→ TRY IT
In the data, find the word "letter" and copy out every line that has it.

Stored data
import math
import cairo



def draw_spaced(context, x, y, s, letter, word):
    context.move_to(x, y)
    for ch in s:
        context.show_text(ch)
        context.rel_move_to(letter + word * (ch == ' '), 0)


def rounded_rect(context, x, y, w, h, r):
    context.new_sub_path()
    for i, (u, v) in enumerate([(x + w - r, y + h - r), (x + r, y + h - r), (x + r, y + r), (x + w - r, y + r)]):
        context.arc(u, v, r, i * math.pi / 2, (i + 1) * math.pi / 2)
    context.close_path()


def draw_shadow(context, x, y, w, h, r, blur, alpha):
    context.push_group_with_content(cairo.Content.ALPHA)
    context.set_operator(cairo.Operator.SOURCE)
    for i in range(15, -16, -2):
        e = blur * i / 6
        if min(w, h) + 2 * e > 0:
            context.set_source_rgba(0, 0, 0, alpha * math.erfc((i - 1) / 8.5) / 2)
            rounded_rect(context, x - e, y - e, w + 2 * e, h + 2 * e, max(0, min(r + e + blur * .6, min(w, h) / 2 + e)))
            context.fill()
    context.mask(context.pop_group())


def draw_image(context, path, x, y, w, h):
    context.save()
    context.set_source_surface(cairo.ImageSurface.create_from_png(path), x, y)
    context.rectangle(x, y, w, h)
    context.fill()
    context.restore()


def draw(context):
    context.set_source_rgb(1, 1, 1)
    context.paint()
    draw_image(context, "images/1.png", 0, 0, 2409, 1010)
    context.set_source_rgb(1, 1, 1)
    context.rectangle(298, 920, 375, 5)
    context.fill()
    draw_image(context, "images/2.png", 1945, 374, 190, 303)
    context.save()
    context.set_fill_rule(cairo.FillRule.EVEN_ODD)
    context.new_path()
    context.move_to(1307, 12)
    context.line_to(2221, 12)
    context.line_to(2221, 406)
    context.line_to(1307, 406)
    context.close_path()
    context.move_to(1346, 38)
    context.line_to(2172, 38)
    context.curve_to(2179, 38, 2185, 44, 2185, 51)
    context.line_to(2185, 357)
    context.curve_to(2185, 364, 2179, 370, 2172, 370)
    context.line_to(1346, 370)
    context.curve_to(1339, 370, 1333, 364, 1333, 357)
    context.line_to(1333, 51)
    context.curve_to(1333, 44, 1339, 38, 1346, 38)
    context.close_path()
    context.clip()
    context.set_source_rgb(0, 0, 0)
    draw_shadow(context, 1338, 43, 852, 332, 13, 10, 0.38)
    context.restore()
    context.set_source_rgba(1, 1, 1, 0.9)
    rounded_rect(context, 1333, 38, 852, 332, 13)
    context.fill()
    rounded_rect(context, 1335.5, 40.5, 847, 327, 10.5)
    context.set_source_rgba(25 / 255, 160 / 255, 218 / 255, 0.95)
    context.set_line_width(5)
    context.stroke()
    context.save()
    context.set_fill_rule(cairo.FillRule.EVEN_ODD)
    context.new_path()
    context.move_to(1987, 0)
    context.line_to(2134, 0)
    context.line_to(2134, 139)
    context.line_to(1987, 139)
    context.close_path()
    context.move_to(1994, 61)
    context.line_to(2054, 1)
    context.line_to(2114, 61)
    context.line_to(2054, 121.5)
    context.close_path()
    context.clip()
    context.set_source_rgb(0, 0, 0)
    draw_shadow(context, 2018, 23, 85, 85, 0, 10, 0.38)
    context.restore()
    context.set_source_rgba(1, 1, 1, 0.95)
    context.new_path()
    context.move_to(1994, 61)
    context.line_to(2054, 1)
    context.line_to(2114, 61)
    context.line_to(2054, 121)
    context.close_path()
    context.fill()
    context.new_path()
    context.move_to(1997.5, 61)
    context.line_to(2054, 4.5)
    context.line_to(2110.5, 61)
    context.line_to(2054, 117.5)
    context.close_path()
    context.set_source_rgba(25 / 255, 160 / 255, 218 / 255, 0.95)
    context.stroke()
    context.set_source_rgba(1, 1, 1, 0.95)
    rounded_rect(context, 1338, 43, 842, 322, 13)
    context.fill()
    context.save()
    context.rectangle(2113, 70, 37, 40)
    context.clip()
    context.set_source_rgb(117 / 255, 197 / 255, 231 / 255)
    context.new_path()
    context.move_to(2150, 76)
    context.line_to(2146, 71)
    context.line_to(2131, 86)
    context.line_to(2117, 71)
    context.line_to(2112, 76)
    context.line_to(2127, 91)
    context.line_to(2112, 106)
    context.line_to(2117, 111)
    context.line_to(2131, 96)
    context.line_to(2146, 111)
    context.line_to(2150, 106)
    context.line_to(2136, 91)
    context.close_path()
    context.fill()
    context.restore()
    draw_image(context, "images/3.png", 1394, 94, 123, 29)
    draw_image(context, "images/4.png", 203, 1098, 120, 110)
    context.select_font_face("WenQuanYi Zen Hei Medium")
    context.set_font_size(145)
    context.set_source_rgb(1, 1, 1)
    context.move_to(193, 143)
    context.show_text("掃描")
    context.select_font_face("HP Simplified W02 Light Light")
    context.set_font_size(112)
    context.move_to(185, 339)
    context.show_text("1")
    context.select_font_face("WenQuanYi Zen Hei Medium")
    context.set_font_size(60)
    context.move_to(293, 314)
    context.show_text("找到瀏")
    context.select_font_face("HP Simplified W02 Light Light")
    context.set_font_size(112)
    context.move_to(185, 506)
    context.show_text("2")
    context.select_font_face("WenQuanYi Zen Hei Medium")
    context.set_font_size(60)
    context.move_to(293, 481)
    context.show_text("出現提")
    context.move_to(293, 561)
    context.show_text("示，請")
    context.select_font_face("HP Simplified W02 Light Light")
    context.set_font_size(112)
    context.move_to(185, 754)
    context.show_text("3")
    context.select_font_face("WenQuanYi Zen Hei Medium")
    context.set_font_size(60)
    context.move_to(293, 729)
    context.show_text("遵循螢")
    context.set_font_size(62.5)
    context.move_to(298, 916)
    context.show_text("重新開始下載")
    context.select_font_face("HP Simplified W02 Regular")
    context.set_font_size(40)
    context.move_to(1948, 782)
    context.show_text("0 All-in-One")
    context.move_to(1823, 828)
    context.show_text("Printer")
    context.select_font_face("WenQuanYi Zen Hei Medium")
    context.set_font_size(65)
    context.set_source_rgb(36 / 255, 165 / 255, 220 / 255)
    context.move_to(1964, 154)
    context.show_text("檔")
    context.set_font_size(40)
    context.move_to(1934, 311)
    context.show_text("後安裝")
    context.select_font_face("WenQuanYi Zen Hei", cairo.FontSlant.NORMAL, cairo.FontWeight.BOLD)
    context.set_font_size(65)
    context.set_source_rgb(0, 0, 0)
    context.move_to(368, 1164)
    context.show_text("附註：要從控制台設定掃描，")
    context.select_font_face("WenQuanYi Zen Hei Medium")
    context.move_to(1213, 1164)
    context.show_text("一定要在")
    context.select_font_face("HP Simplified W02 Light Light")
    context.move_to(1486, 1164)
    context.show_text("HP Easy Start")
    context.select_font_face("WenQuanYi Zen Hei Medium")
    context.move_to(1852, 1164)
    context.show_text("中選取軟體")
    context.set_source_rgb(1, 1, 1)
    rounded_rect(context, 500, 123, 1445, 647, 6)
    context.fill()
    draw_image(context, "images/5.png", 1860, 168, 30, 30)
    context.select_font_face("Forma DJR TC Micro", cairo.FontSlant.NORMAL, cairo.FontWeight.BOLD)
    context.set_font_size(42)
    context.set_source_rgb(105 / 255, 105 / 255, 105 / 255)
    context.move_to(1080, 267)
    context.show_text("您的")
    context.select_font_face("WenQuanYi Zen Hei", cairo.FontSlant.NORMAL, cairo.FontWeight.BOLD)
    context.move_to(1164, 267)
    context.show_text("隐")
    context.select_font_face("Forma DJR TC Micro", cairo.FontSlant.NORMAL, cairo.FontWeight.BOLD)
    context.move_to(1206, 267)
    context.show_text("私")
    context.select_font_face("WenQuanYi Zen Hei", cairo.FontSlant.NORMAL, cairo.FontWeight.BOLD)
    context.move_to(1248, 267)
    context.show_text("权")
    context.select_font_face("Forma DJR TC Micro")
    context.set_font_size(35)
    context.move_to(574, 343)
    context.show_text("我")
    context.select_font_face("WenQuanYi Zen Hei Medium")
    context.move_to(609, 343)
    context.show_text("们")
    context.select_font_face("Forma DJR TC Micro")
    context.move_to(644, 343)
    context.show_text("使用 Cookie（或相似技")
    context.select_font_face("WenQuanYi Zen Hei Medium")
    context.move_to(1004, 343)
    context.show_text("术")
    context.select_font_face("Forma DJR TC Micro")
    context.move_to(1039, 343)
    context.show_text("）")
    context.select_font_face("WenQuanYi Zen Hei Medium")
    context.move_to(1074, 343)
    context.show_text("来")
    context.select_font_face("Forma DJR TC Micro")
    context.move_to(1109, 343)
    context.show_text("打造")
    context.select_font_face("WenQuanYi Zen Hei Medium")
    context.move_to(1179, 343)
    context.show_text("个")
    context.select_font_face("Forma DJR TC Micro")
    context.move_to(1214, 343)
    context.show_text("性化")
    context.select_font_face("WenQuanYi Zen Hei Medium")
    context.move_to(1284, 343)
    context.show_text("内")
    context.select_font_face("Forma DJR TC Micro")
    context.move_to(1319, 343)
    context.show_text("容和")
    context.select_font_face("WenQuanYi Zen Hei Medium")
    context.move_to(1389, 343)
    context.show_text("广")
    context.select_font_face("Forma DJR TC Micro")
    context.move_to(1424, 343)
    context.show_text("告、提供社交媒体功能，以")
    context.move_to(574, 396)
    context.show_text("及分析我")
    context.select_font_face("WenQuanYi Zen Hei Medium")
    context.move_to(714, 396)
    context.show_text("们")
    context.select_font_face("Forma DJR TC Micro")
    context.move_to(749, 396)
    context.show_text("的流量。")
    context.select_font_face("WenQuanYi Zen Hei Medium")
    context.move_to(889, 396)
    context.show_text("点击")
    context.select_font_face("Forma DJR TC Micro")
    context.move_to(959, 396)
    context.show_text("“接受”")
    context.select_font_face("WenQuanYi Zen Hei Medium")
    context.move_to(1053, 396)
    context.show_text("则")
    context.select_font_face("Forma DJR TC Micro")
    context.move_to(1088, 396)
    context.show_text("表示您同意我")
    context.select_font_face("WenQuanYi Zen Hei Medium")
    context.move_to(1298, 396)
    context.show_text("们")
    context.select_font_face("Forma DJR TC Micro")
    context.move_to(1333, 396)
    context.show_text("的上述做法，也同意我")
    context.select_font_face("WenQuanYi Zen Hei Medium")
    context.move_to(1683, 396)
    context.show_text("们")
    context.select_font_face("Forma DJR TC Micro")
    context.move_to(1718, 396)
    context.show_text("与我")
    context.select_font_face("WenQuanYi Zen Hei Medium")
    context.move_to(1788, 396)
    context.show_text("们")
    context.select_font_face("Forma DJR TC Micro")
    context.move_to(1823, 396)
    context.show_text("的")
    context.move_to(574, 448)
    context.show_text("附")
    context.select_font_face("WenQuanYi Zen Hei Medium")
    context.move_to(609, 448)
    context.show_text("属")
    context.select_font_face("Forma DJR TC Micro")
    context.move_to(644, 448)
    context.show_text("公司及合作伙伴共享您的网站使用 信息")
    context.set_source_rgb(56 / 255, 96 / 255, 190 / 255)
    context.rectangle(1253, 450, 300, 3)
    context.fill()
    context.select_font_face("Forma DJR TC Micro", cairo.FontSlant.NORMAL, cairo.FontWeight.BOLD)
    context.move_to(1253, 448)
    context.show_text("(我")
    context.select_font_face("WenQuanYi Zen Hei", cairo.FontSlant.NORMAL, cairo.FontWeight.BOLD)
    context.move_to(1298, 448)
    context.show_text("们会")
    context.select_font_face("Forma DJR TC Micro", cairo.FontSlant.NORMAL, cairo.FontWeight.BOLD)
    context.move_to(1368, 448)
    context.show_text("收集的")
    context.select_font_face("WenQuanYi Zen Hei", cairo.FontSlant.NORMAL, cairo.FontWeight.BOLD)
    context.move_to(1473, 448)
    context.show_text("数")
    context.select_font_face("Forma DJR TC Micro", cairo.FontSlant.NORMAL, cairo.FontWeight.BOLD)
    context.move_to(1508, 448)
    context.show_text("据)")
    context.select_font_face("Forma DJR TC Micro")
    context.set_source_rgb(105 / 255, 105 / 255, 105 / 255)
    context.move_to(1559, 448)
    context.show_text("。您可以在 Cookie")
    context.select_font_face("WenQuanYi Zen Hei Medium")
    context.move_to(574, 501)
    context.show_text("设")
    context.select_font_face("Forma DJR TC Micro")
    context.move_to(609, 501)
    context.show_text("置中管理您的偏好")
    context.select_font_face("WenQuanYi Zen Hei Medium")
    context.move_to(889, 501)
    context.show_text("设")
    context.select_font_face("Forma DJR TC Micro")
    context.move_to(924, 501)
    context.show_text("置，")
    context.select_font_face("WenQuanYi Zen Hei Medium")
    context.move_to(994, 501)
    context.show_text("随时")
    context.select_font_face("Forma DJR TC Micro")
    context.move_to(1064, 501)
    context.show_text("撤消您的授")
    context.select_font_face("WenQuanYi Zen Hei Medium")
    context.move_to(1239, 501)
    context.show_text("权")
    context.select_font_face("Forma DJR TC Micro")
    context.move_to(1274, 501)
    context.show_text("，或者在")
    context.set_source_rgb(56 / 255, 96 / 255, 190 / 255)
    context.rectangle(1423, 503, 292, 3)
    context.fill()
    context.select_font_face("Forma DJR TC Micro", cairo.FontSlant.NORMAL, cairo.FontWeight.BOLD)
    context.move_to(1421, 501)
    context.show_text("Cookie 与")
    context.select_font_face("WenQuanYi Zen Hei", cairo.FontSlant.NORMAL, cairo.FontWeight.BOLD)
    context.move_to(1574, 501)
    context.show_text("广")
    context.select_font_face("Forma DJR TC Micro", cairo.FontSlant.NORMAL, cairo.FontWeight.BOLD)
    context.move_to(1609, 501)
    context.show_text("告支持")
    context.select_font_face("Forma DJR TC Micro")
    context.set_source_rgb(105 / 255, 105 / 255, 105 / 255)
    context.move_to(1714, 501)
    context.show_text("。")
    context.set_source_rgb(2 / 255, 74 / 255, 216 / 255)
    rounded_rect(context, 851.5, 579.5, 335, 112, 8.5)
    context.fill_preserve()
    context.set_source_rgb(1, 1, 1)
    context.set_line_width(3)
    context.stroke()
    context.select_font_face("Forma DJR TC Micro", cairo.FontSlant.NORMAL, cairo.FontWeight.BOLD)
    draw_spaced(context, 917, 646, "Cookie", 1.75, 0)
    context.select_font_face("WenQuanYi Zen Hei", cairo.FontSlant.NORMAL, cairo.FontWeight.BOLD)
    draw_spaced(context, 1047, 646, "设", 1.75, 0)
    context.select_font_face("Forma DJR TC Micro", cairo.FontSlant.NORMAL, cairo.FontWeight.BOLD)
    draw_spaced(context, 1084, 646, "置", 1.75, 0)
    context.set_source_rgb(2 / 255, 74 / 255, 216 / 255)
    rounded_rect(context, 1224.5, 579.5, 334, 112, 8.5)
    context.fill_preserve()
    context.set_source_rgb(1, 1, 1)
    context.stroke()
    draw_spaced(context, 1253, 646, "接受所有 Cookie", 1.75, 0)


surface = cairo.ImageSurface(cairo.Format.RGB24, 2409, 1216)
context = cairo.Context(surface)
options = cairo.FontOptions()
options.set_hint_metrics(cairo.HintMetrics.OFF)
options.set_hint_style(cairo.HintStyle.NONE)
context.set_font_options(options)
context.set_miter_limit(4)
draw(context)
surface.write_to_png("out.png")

→ YOUR SOLUTION
def draw_spaced(context, x, y, s, letter, word):
        context.rel_move_to(letter + word * (ch == ' '), 0)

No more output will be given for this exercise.